Mekotekan, Tradisi Tolak Bala Desa Adat Munggu

MINGGU, 21 FEBRUARI 2016
Jurnalis: Bobby Andalan / Editor: : Gani Khair / Sumber foto: Bobby Andalan

BALI—Warga Bali tak pernah habis akan kekayaan adat, tradisi dan budayanya. Seperti yang dilakukan umat Hindu di desa adat Munggu, Kecamatan Mengwi, Kabupaten Badung.
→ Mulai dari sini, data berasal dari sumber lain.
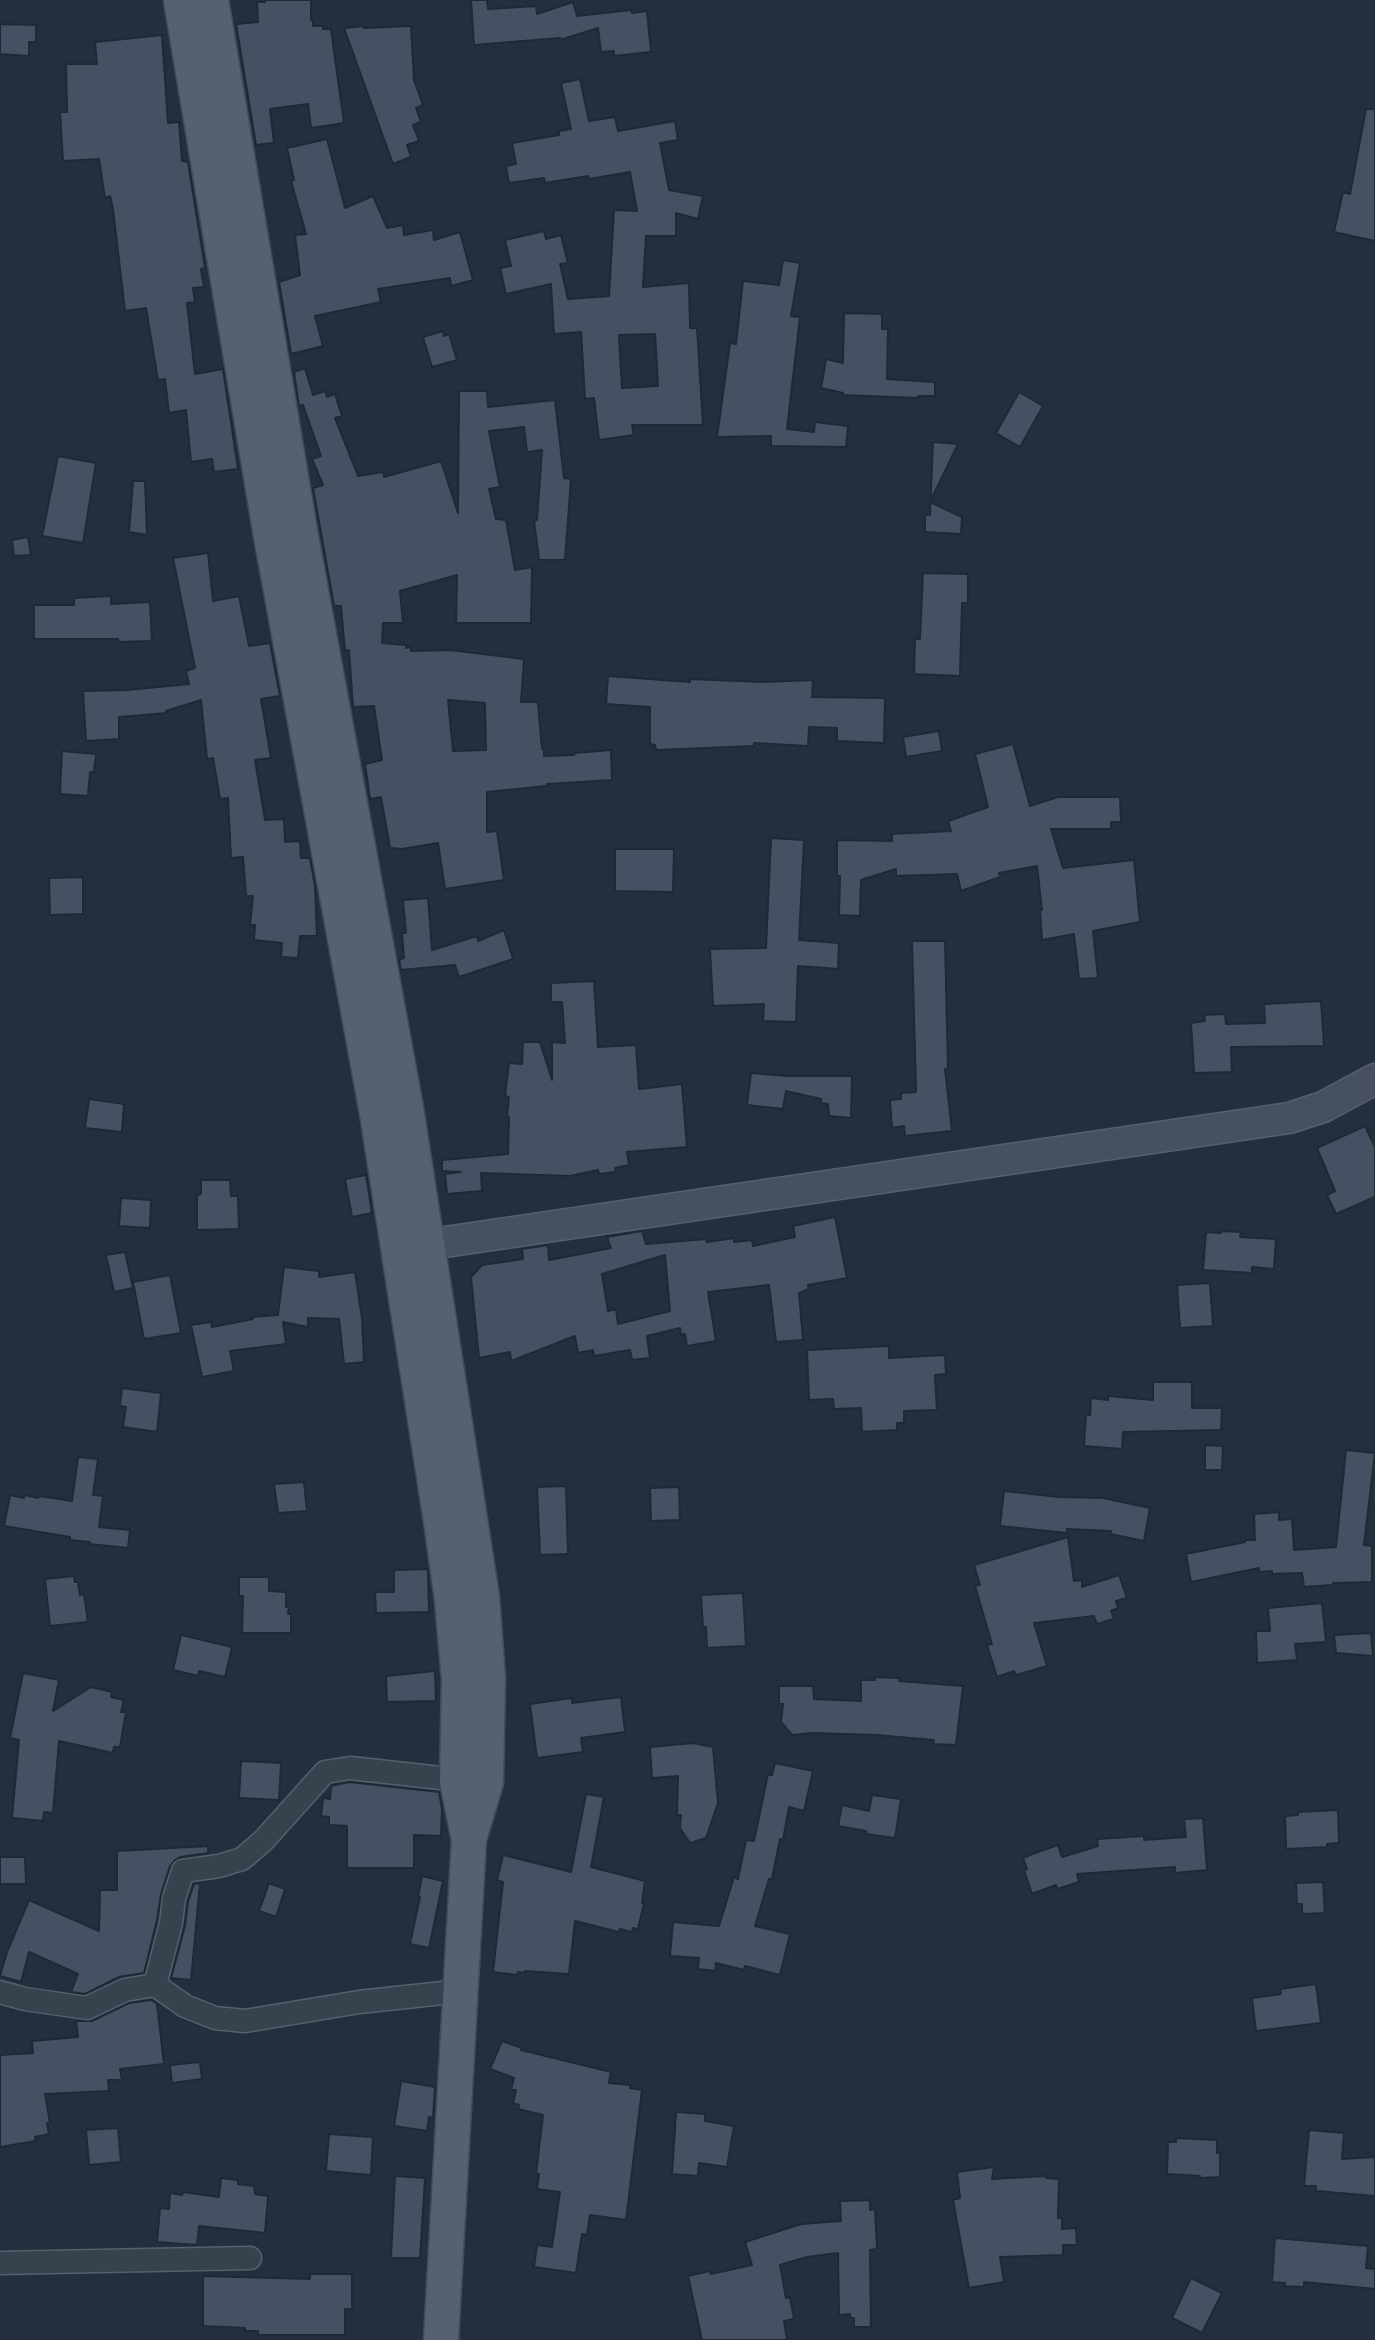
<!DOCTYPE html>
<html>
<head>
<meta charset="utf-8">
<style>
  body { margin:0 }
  canvas { display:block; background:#242f3e }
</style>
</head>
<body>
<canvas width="1375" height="2340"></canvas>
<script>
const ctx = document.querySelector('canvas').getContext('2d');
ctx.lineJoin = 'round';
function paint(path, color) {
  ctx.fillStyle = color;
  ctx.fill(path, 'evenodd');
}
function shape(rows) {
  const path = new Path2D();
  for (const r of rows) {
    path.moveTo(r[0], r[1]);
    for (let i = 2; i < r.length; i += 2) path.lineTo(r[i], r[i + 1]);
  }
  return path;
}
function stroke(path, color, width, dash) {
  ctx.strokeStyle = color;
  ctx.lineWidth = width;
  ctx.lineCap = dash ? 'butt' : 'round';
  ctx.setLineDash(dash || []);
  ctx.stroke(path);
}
const building = shape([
  [265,0,311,0,311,20,313,20,313,26,323,26,323,29,331,29,344,123,311,128,308,104,270,109,274,143,256,145,236,24,258,22,257,2,265,2,265,0],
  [471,0,487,0,488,9,536,6,537,14,573,2,577,16,631,10,632,13,647,11,651,52,614,56,614,51,601,52,598,28,560,40,560,38,474,45,471,0],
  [0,24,36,25,36,42,29,42,29,56,0,54,0,24],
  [364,26,364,28,411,26,414,80,423,105,416,108,421,122,413,125,419,141,407,145,411,157,393,164,344,28,364,26],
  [162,35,168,123,179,122,182,161,188,162,205,268,201,269,204,287,193,288,195,302,187,303,195,374,223,369,238,469,214,472,212,459,191,462,186,410,169,413,165,379,158,380,146,308,125,311,113,209,110,196,105,198,99,159,63,161,60,112,67,112,66,64,97,64,95,42,162,35],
  [580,79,589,121,615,117,618,131,675,121,678,140,660,143,669,190,703,196,698,219,676,213,676,236,646,236,643,287,689,283,690,328,697,328,703,425,632,425,634,435,599,440,594,398,585,399,581,332,554,334,551,284,506,294,500,268,511,266,505,240,544,231,546,239,561,235,568,263,560,264,568,299,609,296,614,210,637,211,630,172,589,179,588,176,545,183,544,178,509,183,506,166,516,164,512,143,559,135,559,131,571,129,561,83,580,79],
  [655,334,658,386,622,388,619,335,655,334],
  [1366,109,1375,109,1375,241,1334,232,1343,192,1350,194,1366,109],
  [327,139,345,208,373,196,387,228,403,225,404,235,433,230,434,240,460,232,473,280,451,286,450,278,378,289,381,302,315,316,323,346,291,354,279,282,300,275,295,235,306,234,291,181,294,180,287,148,327,139],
  [783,260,800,263,791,316,800,317,787,429,814,432,815,422,848,426,846,447,771,446,771,436,717,437,730,343,736,344,743,281,779,285,783,260],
  [844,313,882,314,882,329,888,329,887,379,935,382,935,396,918,396,918,398,843,395,843,393,821,388,826,359,843,363,844,313],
  [443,331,444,336,449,334,457,360,432,367,423,337,443,331],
  [305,368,313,395,325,391,327,397,335,394,342,416,335,418,358,476,383,472,384,477,441,461,458,513,459,391,487,391,488,407,555,400,564,478,571,479,565,560,539,560,534,520,537,520,542,450,527,452,524,427,489,431,500,487,489,489,496,519,506,520,515,570,532,567,531,623,456,623,457,575,400,591,403,623,383,623,382,643,406,645,406,648,411,647,411,651,450,650,524,659,521,702,538,702,542,749,544,749,544,756,574,755,575,753,611,750,612,780,547,784,547,786,487,792,487,832,497,831,504,880,445,889,438,843,402,849,390,848,381,797,370,799,365,764,382,760,374,706,353,707,349,650,345,651,341,606,334,606,313,488,323,485,312,459,321,456,303,405,299,406,294,372,305,368],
  [448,700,485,703,486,750,453,751,448,700],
  [1019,392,1043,406,1020,447,996,433,1019,392],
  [933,442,958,444,930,502,962,517,961,534,925,532,925,515,930,515,933,442],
  [58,456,96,463,83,543,42,536,58,456],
  [133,481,145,481,147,535,129,532,133,481],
  [28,537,31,555,14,556,12,540,28,537],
  [208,553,213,601,239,596,249,646,270,643,280,696,261,699,271,758,255,760,265,820,284,819,285,842,300,841,301,858,310,858,315,886,317,936,300,936,298,958,281,957,282,943,254,940,255,925,250,925,253,896,246,896,243,857,231,858,228,798,220,799,213,758,207,759,201,700,166,711,167,713,119,717,119,739,86,741,83,691,127,690,189,684,186,671,195,668,173,558,208,553],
  [923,573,968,574,968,603,962,603,960,676,914,674,915,639,920,639,923,573],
  [111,596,111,604,150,602,152,641,118,642,118,639,34,639,34,605,74,605,74,598,111,596],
  [608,676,690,682,690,679,763,682,813,680,812,697,885,698,884,743,837,741,837,728,809,727,808,746,754,743,754,746,656,750,655,745,650,744,650,707,606,704,608,676],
  [939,731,942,751,906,757,903,737,939,731],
  [1013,744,1030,806,1058,797,1120,797,1121,822,1111,822,1111,829,1051,829,1063,868,1134,860,1140,922,1093,931,1098,978,1079,979,1074,934,1042,940,1040,910,1042,910,1037,866,999,873,1000,877,961,891,957,874,896,876,896,869,861,880,860,916,839,915,840,876,837,876,837,840,892,841,892,834,951,831,948,821,988,807,975,754,1013,744],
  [62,751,96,754,94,772,90,772,88,796,60,794,62,751],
  [771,838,804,840,799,940,839,943,838,969,798,966,796,1022,763,1021,764,1004,713,1006,710,949,766,948,771,838],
  [615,849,674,849,673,892,615,891,615,849],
  [83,877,83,914,50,915,49,878,83,877],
  [428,898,432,950,477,936,478,941,504,930,513,959,459,977,455,965,401,970,399,960,404,958,402,933,406,933,403,900,428,898],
  [912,941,945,941,948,1069,945,1069,952,1131,905,1136,904,1126,892,1128,890,1100,901,1099,901,1093,916,1092,912,941],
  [594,981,598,1047,636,1045,639,1089,682,1084,687,1147,627,1152,629,1165,615,1168,616,1172,599,1174,598,1170,570,1176,481,1173,482,1191,447,1194,445,1174,461,1172,442,1171,442,1160,508,1154,509,1117,507,1116,509,1097,505,1096,509,1063,522,1064,523,1042,540,1042,552,1080,552,1042,565,1043,562,1002,551,1002,551,983,594,981],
  [1321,1001,1324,1046,1231,1047,1232,1072,1194,1073,1191,1023,1205,1021,1204,1015,1225,1014,1226,1024,1265,1023,1264,1004,1321,1001],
  [751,1073,788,1076,852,1076,851,1118,829,1116,828,1104,821,1103,821,1099,786,1091,783,1109,747,1105,751,1073],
  [89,1099,124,1104,122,1132,85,1128,89,1099],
  [1365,1126,1375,1147,1375,1197,1336,1214,1327,1195,1335,1191,1317,1148,1365,1126],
  [366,1175,372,1213,352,1217,345,1179,366,1175],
  [201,1180,230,1180,231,1196,238,1196,239,1229,197,1230,197,1195,201,1194,201,1180],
  [121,1198,151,1200,150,1228,119,1226,121,1198],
  [835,1217,847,1278,808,1285,809,1289,799,1293,803,1340,776,1342,769,1285,708,1292,716,1341,687,1346,685,1334,681,1335,680,1328,647,1336,650,1358,632,1360,630,1350,594,1356,593,1350,578,1353,575,1336,511,1361,510,1352,479,1358,471,1277,482,1265,523,1259,522,1249,548,1245,549,1260,611,1248,607,1237,642,1231,646,1244,706,1239,707,1242,734,1238,734,1242,752,1240,753,1246,795,1237,793,1226,835,1217],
  [665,1255,670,1311,618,1324,616,1309,608,1311,602,1274,665,1255],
  [1221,1231,1241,1232,1240,1237,1276,1239,1274,1269,1252,1267,1252,1273,1203,1270,1206,1232,1221,1233,1221,1231],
  [125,1252,133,1288,114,1292,106,1255,125,1252],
  [284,1267,319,1271,319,1277,355,1272,362,1318,364,1362,344,1364,339,1319,308,1318,308,1327,283,1322,286,1344,230,1351,234,1371,202,1377,191,1325,211,1322,212,1327,253,1319,252,1317,278,1315,284,1267],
  [170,1275,181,1333,144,1339,133,1282,170,1275],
  [1210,1283,1213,1326,1180,1328,1177,1285,1210,1283],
  [889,1346,889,1358,945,1355,946,1374,935,1375,937,1410,904,1411,904,1423,897,1423,897,1430,862,1432,861,1408,834,1409,833,1399,809,1400,807,1350,889,1346],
  [1153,1382,1192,1382,1192,1408,1222,1408,1221,1430,1123,1432,1122,1449,1084,1446,1086,1415,1090,1415,1091,1398,1108,1400,1108,1396,1153,1400,1153,1382],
  [122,1388,161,1393,157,1432,123,1427,126,1407,120,1406,122,1388],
  [1205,1445,1223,1446,1222,1470,1205,1470,1205,1445],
  [1346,1450,1375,1453,1364,1545,1372,1546,1372,1582,1333,1583,1333,1585,1304,1587,1302,1573,1272,1574,1272,1571,1259,1572,1259,1568,1191,1582,1186,1554,1245,1542,1245,1540,1255,1540,1254,1514,1279,1512,1279,1520,1292,1519,1294,1550,1336,1547,1346,1450],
  [78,1457,98,1459,93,1495,103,1496,99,1527,130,1530,128,1548,89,1544,90,1542,70,1540,70,1537,4,1526,10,1495,24,1498,25,1495,38,1498,39,1496,72,1501,78,1457],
  [304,1482,307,1511,278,1513,274,1484,304,1482],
  [566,1486,568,1554,540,1555,537,1487,566,1486],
  [679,1487,680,1520,651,1521,650,1488,679,1487],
  [1004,1491,1059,1497,1103,1498,1150,1508,1144,1541,1110,1534,1111,1531,1067,1529,1067,1533,1000,1526,1004,1491],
  [1068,1537,1074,1581,1082,1580,1082,1587,1119,1575,1127,1598,1116,1601,1118,1608,1111,1611,1114,1619,1097,1624,1094,1616,1034,1623,1047,1666,1016,1675,1014,1671,997,1677,987,1645,992,1644,975,1586,980,1585,974,1565,1068,1537],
  [428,1569,429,1612,376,1613,375,1592,394,1592,394,1570,428,1569],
  [74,1576,75,1582,78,1582,80,1595,84,1594,88,1622,50,1626,45,1579,74,1576],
  [239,1577,269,1577,269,1591,286,1592,286,1607,289,1607,288,1614,291,1614,291,1633,242,1633,243,1596,239,1596,239,1577],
  [743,1593,746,1646,707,1648,706,1627,703,1627,701,1595,743,1593],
  [1322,1603,1326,1642,1295,1644,1297,1660,1257,1663,1256,1631,1270,1631,1268,1608,1322,1603],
  [1371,1633,1373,1656,1336,1653,1334,1635,1371,1633],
  [181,1635,232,1647,225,1677,199,1671,198,1676,173,1670,181,1635],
  [435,1671,436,1701,387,1702,386,1676,435,1671],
  [23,1673,59,1680,53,1711,91,1687,112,1692,111,1697,124,1700,121,1712,126,1712,120,1747,114,1747,113,1753,59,1741,53,1813,44,1812,43,1821,12,1818,19,1740,10,1738,23,1673],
  [874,1677,899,1678,899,1681,963,1686,956,1745,933,1744,934,1740,876,1735,813,1733,792,1735,781,1722,783,1704,779,1704,779,1686,813,1686,814,1699,861,1701,861,1680,875,1680,874,1677],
  [621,1697,625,1732,581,1738,583,1752,537,1758,530,1704,572,1698,572,1703,621,1697],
  [693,1743,713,1747,718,1803,706,1838,690,1843,680,1828,681,1815,677,1815,678,1776,652,1778,650,1747,693,1743],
  [241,1761,281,1763,279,1800,239,1798,241,1761],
  [775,1763,813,1771,804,1811,789,1807,783,1840,780,1839,772,1879,769,1879,755,1926,790,1934,780,1975,745,1966,744,1970,716,1963,715,1971,698,1969,699,1958,670,1956,673,1922,719,1926,734,1877,738,1879,746,1840,754,1841,768,1774,772,1775,775,1763],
  [349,1782,439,1792,442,1809,441,1836,414,1835,414,1868,347,1868,347,1826,329,1825,329,1817,321,1816,323,1798,330,1799,331,1786,349,1782],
  [586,1794,604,1797,591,1867,645,1881,642,1903,644,1903,638,1929,633,1928,632,1932,620,1929,619,1932,575,1921,569,1974,525,1971,525,1973,518,1972,517,1975,493,1972,503,1882,497,1880,503,1855,571,1872,586,1794],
  [872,1795,901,1799,895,1838,866,1834,866,1831,838,1826,842,1805,869,1811,872,1795],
  [1338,1810,1339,1843,1327,1844,1327,1847,1286,1849,1285,1816,1298,1815,1298,1812,1338,1810],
  [1203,1818,1207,1870,1175,1873,1175,1867,1077,1874,1079,1882,1057,1889,1056,1885,1032,1894,1024,1870,1027,1869,1023,1858,1035,1853,1058,1845,1062,1857,1098,1846,1097,1839,1144,1836,1144,1840,1186,1837,1184,1819,1203,1818],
  [208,1846,208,1853,180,1857,174,1861,170,1866,161,1894,157,1920,144,1973,119,1977,85,1994,71,1992,78,1974,29,1952,21,1982,0,1976,7,1952,29,1900,99,1931,100,1890,117,1890,117,1851,208,1846],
  [0,1857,25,1857,26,1884,0,1884,0,1857],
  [422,1876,443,1881,429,1948,410,1944,420,1897,418,1897,422,1876],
  [1323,1882,1325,1913,1302,1914,1302,1904,1297,1904,1296,1883,1323,1882],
  [200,1883,191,1980,171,1978,185,1926,188,1901,194,1884,200,1883],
  [269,1883,285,1889,276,1917,259,1911,269,1883],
  [1316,1984,1321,2023,1256,2031,1252,1998,1281,1994,1280,1989,1316,1984],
  [152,2000,157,2004,164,2064,120,2069,122,2080,108,2080,109,2091,45,2094,50,2123,47,2123,49,2134,35,2137,36,2141,0,2147,0,2055,33,2053,32,2041,78,2037,76,2021,92,2021,129,2003,152,2000],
  [502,2041,522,2048,521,2050,611,2072,609,2083,630,2085,630,2088,642,2090,626,2220,590,2215,587,2235,582,2234,576,2273,534,2267,537,2245,552,2247,560,2192,537,2189,539,2174,536,2174,543,2115,518,2109,519,2105,513,2103,516,2090,511,2090,514,2078,490,2069,502,2041],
  [200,2062,202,2079,172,2083,170,2065,200,2062],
  [401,2081,435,2087,433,2118,429,2117,427,2131,394,2126,401,2081],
  [676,2112,705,2114,705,2121,734,2126,727,2167,699,2163,698,2176,672,2174,676,2112],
  [118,2128,121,2162,89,2165,86,2130,118,2128],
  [1309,2130,1344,2133,1342,2159,1375,2157,1375,2196,1316,2191,1316,2186,1304,2186,1309,2130],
  [329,2134,373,2137,371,2175,326,2171,329,2134],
  [1176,2138,1217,2140,1217,2153,1220,2153,1220,2177,1200,2178,1200,2176,1167,2174,1168,2142,1176,2142,1176,2138],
  [994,2167,992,2179,1046,2176,1046,2178,1059,2179,1058,2218,1062,2218,1062,2229,1076,2228,1077,2245,1063,2245,1063,2255,1000,2257,1004,2282,969,2288,953,2200,960,2198,957,2172,994,2167],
  [395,2176,425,2178,420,2258,391,2258,395,2176],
  [221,2178,238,2180,238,2184,254,2186,255,2194,268,2196,265,2233,199,2226,197,2245,157,2242,160,2208,169,2209,170,2193,182,2195,183,2192,219,2197,221,2178],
  [870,2200,870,2210,875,2209,877,2249,870,2250,871,2327,854,2327,854,2318,850,2318,850,2314,839,2315,838,2253,807,2257,780,2265,786,2298,790,2297,794,2319,784,2321,787,2340,702,2340,688,2276,710,2271,711,2274,752,2265,745,2242,801,2224,841,2221,840,2201,870,2200],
  [1275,2238,1368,2246,1366,2268,1375,2269,1375,2289,1304,2282,1304,2287,1284,2286,1285,2283,1272,2282,1275,2238],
  [310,2274,352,2274,352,2309,345,2309,345,2335,258,2335,258,2331,245,2331,245,2328,203,2326,203,2276,310,2279,310,2274],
  [1191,2278,1222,2293,1202,2333,1172,2318,1191,2278]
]);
const street = shape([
  [155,1985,185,2006,215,2018,245,2021,359,2002,461,1991],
  [0,1992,25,1999,87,2008,125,1990,155,1985,171,1923,174,1898,183,1871,219,1866,242,1859,263,1841,325,1772,350,1768,468,1781],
  [0,2263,250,2258]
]);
const secondary = shape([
  [404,1248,1289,1118,1323,1107,1375,1079]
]);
const primary = shape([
  [181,0,271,536,377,1113,441,1521,452,1600,459,1679,457,1781,468,1835],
  [211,0,300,531,406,1108,482,1597,488,1678,486,1782,469,1839,441,2340]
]);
paint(building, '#455162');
stroke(building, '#1f2835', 2);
stroke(street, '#565f6c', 25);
stroke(secondary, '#565f6c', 33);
stroke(primary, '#414a57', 37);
stroke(street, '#38414e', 22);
stroke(secondary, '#465061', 30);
stroke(primary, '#56606e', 34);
</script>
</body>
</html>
Warga disini menggelar tradisi Mekotekan yang merupakan warisan turun temurun. Tradisi Mekotekan digelar untuk menolak bala yang khusus dilaksanakan pada Hari Raya Kuningan di Jalan Raya Munggu, Mengwi.
Tradisi Mekotekan ini dilaksanakan setiap enam bulan sekali dalam kalender Bali dan sudah ada sejak tahun 1934. Bendesa Adat Munggu, I Made Rai Sujana memaparkan bahwa acara tradisi itu merupakan bagian dari ritual tolak bala untuk masyarakat Bali khususnya di kawasan Munggu.
“Acara ini setiap enam bulan dilaksanakan. Ini sebagai bentuk kepercayaan kami warga Munggu agar terbebas dari marabahaya dan penyakit,” paparnya kepada wartawan yang hadir di acara Mekotekan.
Prosesi gerebek Mekotek diikuti oleh ribuan warga Munggu yang terdiri dari 12 Banjar diikuti oleh kaum pria. Mereka mengelilingi kampung dengan melakukan tarian Mekotekan dalam rangka merayakan Hari Raya Kuningan.
Dahulu, perayaan Mekotek menggunakan besi, yang memberikan semangat juang untuk ke medan perang atau dari medan perang. Namun, karena banyak peserta yang terluka, maka tombak dari besi tersebut diganti dengan tongkat dari kayu pulet yang sudah dikupas kulitnya dan diukur panjangnya sekitar 2-3,5 meter.
Para peserta diwajibkan mengenakan pakaian adat madya yaitu kancut dan udeng batik dan berkumpul di Pura Dalem Munggu. Setelah berkumpul, mereka melakukan persembahyangan dan ucapan terima kasih atas hasil perkebunan. Setelah itu, seluruh peserta melakukan pawai menuju sumber air di kampung Munggu. Upacara ini diikuti oleh 2000 peserta, yakni penduduk Munggu yang terdiri dari 15 banjar turun ke jalan dari usia 12 hingga 60 tahun. Para peserta dibagi dalam kelompok-kelompok yang setiap kelompok terdiri dari 50 orang. Tongkat kayu yang dibawa, diadu di atas udara membentuk piramida atau kerucut.
Bagi peserta yang punya nyali, naik ke puncak kumpulan tongkat kayu tersebut dan berdiri diatasnya dan memberikan komando semangat bagi kelompoknya. Hal yang sama juga dilakukan oleh kelompok lain. Komando yang diberikan oleh orang yang berada di puncak tongkat adalah menabrak kumpulan tongkat lawan atau kelompok lain. Tradisi Mekotek ini diiringi dengan gamelan untuk menyemangati para peserta.
Untuk mengamankan acara dan melancarkan arus lalu lintas, Polsek Mengwi menurunkan sedikitnya satu kompi sabhara bersenjata lengkap.
Sebanyak empat titik di sekitar Jalan Raya Munggu dibuat sistem buka tutup selama acara Mekotekan berlangsung sejak pukul 13.00-17.00 WITA.
Lihat juga...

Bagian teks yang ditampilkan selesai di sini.